On Friday, Rolling Stone managing editor Will Dana issued an apology, saying there were "discrepancies" in the woman's account. "In the face of new information, there now appear to be discrepancies in Jackie's account, and we have come to the conclusion that our trust in her was misplaced," Dana wrote. "We are taking this seriously and apologize to anyone who was affected by the story."
Earlier this week, Erdely, who had been criticized for relying on a single source and not contacting the men accused of rape, said she stood by her reporting.“I am convinced that it could not have been done any other way, or any better,” Erdely told the New York Times. “I am also not interested in diverting the conversation away from the point of the piece itself.”

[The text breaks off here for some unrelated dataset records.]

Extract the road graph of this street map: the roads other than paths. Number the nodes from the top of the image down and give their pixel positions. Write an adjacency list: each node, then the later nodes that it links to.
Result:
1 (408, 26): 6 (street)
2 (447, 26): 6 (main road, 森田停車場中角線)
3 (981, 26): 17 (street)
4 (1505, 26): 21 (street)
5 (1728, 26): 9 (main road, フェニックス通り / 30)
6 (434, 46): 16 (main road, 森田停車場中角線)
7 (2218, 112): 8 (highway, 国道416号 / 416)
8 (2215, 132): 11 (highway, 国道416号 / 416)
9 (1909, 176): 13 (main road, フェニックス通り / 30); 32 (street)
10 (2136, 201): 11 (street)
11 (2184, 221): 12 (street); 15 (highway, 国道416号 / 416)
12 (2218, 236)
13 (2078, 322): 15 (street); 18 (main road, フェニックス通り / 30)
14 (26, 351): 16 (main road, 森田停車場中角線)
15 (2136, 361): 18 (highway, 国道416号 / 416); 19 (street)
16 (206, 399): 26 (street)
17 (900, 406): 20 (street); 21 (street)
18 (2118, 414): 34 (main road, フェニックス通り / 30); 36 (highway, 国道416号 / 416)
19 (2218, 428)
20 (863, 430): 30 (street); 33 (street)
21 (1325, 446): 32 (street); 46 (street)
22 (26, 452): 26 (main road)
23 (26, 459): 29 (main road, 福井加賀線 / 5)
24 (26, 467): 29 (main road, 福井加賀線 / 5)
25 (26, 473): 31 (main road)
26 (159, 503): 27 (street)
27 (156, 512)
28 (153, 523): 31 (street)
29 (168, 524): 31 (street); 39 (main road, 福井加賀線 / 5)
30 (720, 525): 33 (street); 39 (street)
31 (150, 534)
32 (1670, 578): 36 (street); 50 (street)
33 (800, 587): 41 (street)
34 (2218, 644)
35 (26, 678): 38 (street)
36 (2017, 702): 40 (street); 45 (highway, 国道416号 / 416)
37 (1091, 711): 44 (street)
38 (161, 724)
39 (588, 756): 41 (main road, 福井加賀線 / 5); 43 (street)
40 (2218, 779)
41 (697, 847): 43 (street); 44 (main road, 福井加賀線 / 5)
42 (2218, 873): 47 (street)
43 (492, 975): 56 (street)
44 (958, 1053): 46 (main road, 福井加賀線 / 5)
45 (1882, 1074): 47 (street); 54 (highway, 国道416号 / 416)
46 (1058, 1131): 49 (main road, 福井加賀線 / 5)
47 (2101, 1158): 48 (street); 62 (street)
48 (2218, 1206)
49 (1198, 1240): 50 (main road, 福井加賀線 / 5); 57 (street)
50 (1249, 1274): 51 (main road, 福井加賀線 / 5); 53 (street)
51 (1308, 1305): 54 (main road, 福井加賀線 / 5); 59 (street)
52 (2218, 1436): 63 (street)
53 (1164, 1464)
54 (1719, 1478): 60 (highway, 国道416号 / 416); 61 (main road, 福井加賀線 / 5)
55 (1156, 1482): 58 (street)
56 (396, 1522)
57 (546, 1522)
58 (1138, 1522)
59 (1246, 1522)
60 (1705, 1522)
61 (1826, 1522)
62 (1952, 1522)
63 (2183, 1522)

Unfortunately I’ve seen first hand the impact that rape can have on a person. It is important to state again that nobody in his or her right mind is in favor of rape. Aside from murder, rape is the worst crime you can commit against someone. So to make up something that didn’t happen, to lie about rape because you think that the greater good requires it, is a particularly low malevolent malodorous foul thing to do. But this wasn’t the first time this has happened and it won’t be the last. Human nature guarantees that slanderous false accusations will happen again. There’s no real way to stop that. But what people should remember, and I definitely include myself in this, is that just because someone you already don’t like for other reasons is accused of committing a crime doesn’t mean that they did it. If someone is convicted of rape then let them pay the penalty and then some. But accusations or stories are not equal to proof, no matter how much some of us might want them to be. Lies about rape make it more difficult for real rape victims to obtain justice. It is the nature of our justice system that some rapists will be found not guilty at trial. I don’t think that requires a rejection of the idea of “innocent until proven guilty” or that people think it’s okay to lie about an accusation. When Erdely says that she is not interested in diverting the conversation from the point of the piece itself that is a red flag that such things as truth and reality are less important to her than the cause. And that is or rather should be a problem for any of us, let alone a journalist. Erdely didn't even bother talking to the accused. She apparently didn't do basic fact checking like seeing if there was actually a frat party on the night in question. There wasn't. Truth should be among the highest values to which we aspire. There is no justice without truth.